Ele é responsável pelo cliente Intuit, uma empresa do Vale do Silício que atua no Brasil desenvolvendo softwares de gestão financeira, e está envolvido em um projeto para a criação de uma série de lives com o objetivo de estimular negócios. “Do entretenimento à captação de leads, do engajamento aos resultados de vendas, o importante das lives é se mover rápido para se conectar com o público que está diante de uma transformação nos seus hábitos de consumo e de relações com marcas e pessoas”, completa.
Para Belquiman, as lives são um formato que funcionará para negócios em diversos segmentos. “O e-commerce mostrou uma ótima atuação nesse cenário, de forma rápida e eficaz. A indústria de serviços e tecnologia também pode se beneficiar muito desse formato, pois não depende de um produto físico, de uma complexidade tão grande de operação. Negócios locais também podem trabalhar o engajamento de comunidades mais nichadas e usar do formato para alavancar vendas e relacionamento com os clientes”, avalia ele.

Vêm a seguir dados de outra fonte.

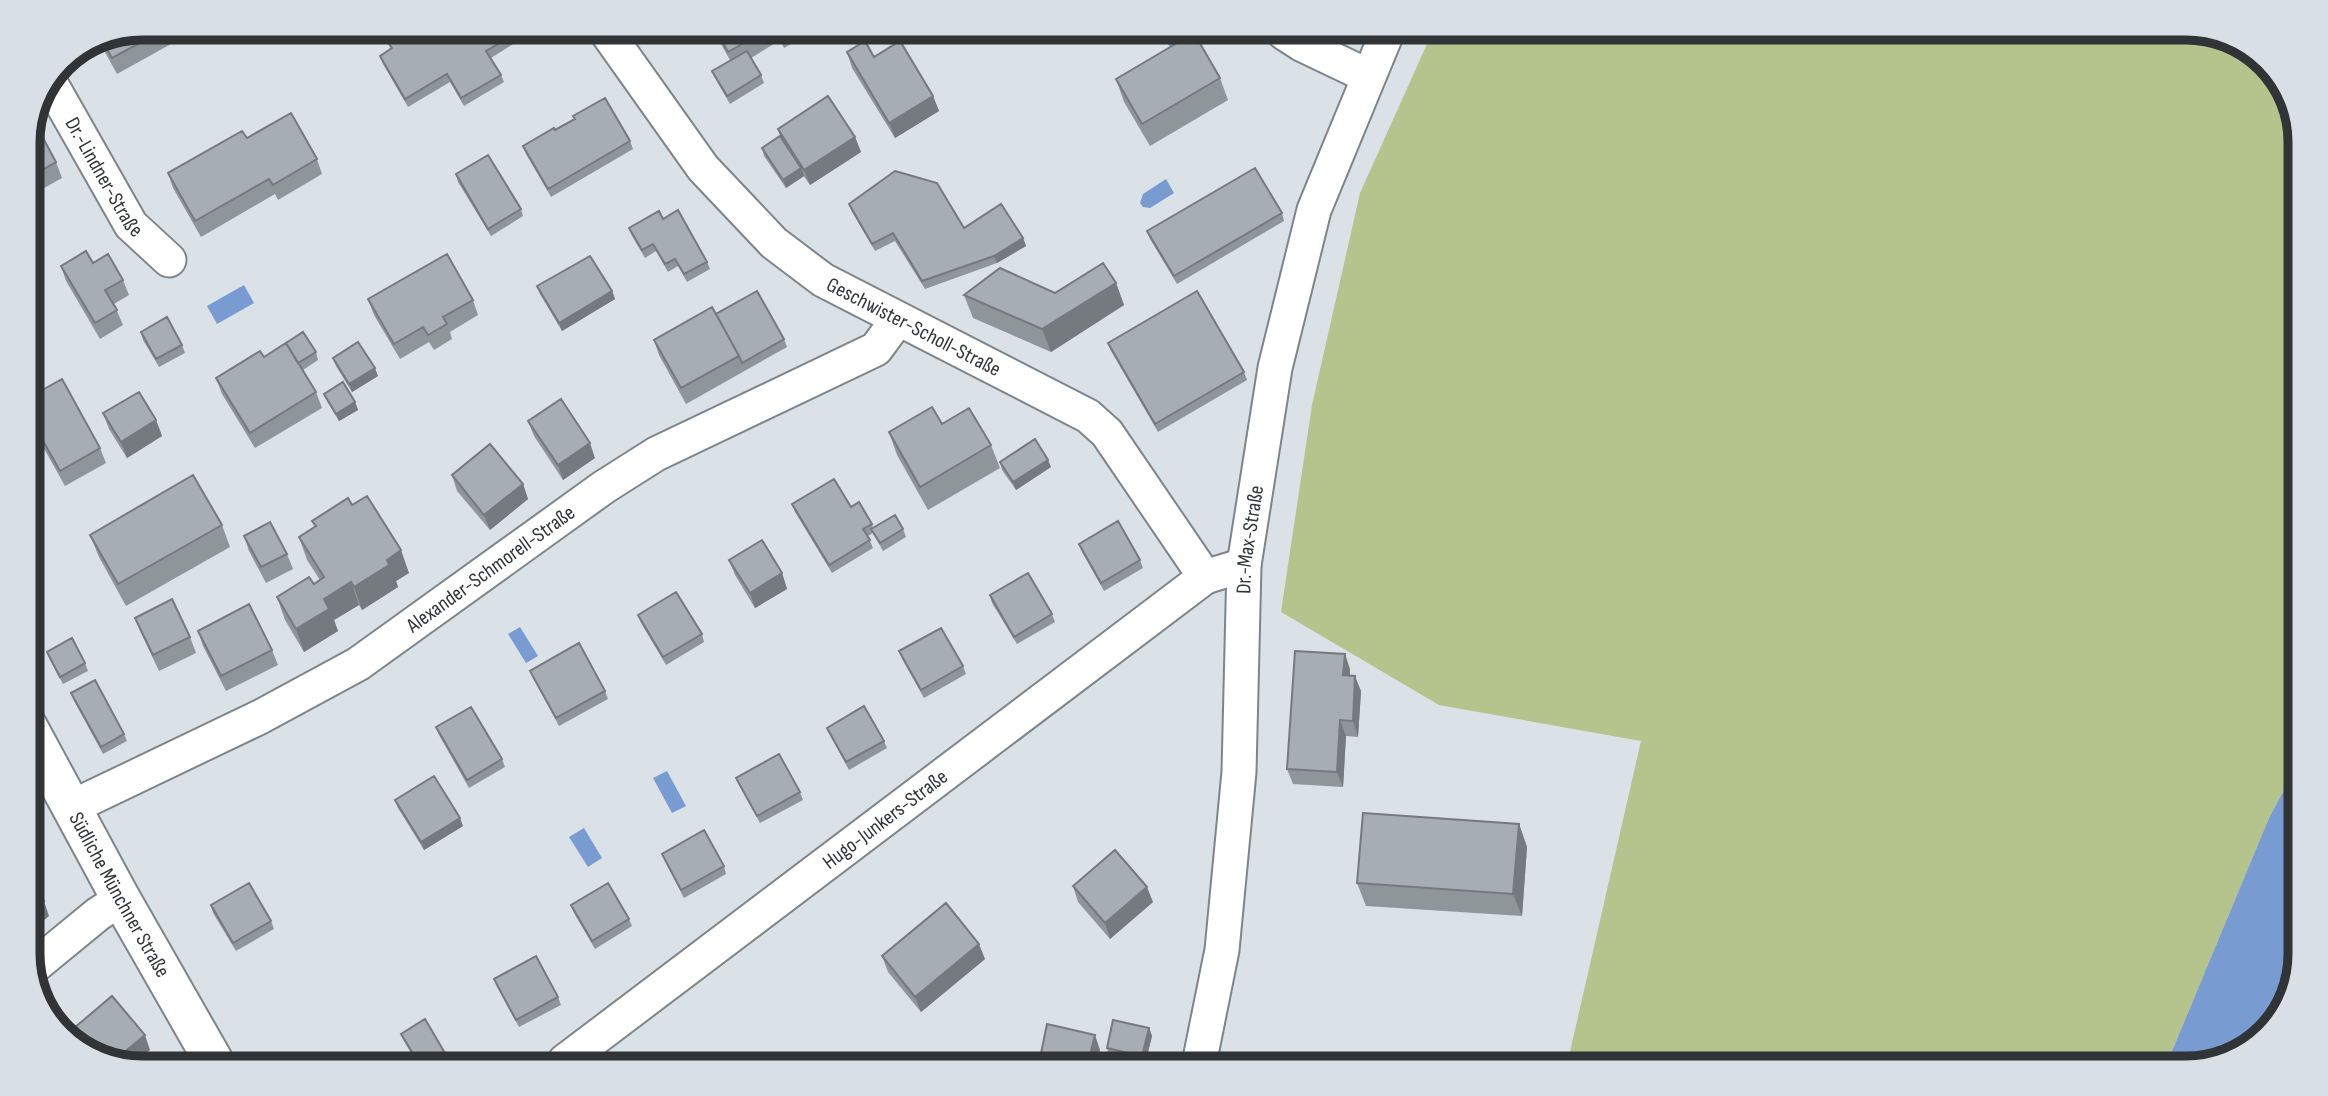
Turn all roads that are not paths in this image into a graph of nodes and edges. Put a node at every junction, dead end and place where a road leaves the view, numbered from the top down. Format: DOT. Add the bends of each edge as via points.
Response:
graph roads {
  1 [pos="612,40"];
  2 [pos="1295,40"];
  3 [pos="1384,40"];
  4 [pos="1368,76"];
  5 [pos="55,90"];
  6 [pos="169,260"];
  7 [pos="898,318"];
  8 [pos="1244,565"];
  9 [pos="1205,577"];
  10 [pos="40,749"];
  11 [pos="72,807"];
  12 [pos="121,899"];
  13 [pos="40,962"];
  14 [pos="211,1056"];
  15 [pos="572,1056"];
  16 [pos="1201,1056"];
  1 -- 7 [label="street, Geschwister-Scholl-Straße" via="704,168 774,243 823,280"];
  2 -- 4 [label="street"];
  3 -- 4 [label="street, Dr.-Max-Straße"];
  4 -- 8 [label="street, Dr.-Max-Straße" via="1314,210 1275,368"];
  5 -- 6 [label="street, Dr.-Lindner-Straße" via="131,225"];
  7 -- 9 [label="street, Geschwister-Scholl-Straße" via="1088,416 1107,433"];
  7 -- 11 [label="street, Alexander-Schmorell-Straße" via="876,349 656,454 358,664 260,717"];
  8 -- 9 [label="street"];
  8 -- 16 [label="street, Dr.-Max-Straße" via="1239,772 1222,950"];
  9 -- 15 [label="street, Hugo-Junkers-Straße"];
  10 -- 11 [label="main road, Südliche Münchner Straße"];
  11 -- 12 [label="main road, Südliche Münchner Straße"];
  12 -- 13 [label="street"];
  12 -- 14 [label="main road, Südliche Münchner Straße"];
}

Marcelo Tripoli, sócio-associado da McKinsey, avalia como grande o potencial da mistura de e-commerce e lives. “Há um aumento do comércio eletrônico nessas últimas semanas, e as lives são naturalmente uma ferramenta que surge para gerar venda. Na minha opinião, vai aumentar muito o uso delas para negociar produtos online. Quando falamos de lives, hoje, pensamos em milhões assistindo a um conteúdo, mas elas serão muito fortes para públicos nichados. O futuro será trabalhar com microssegmentos e podemos ver futuramente mais lives exclusivas, com promoções e participação mediante convites”, avalia.
Ele acredita que o uso do QR Code, que era algo que nunca foi tão adotado pelos brasileiros, agora tem funcionado muito bem como resposta direta. “A live é uma coisa que veio para ficar. Precisamos pensar nas mecânicas para explorar o real potencial disso, porque pode gerar negócios”, avalia. Tripoli compara o movimento com a “Direct Response TV” que sempre existiu na TV, com a venda de produtos ao vivo. “Veremos isso de maneira mais forte, mas agora na internet. Haverá muitas lives de demonstração de produto, com entretenimento mais orientado à venda”, avalia.
Flaviano Faleiro, diretor-executivo da Accenture Interactive na América Latina, pontua que as lives têm a vantagem de engajamento, mas devem ser pensadas como parte de uma estratégia maior, com propósito e recriando uma experiência física no mundo digital. “É uma estratégia eficiente para gerar awareness e conectar marcas com audiência. As lives fazem parte da caixa de ferramentas que temos à disposição e devemos usar na hora certa. Mas não podemos achar que é só isso que resolve a questão de reinventar experiências”, pondera o executivo.
Ele reflete que o consumidor não vai voltar a ser o mesmo e os impactos da digitalização ocorrerão em todos os setores da economia, de alguma maneira. Nesse cenário, as lives são mais uma forma de interação das marcas com audiência e fazem parte de um momento maior de reinvenção, em que deve-se tomar cuidados básicos como a qualidade do conteúdo e o risco de saturação. Segundo ele, vários clientes têm procurado a Accenture Interactive para ajudá-los a recriar experiências no mundo digital, e as lives são uma das ferramentas que podem ajudar nessa interação.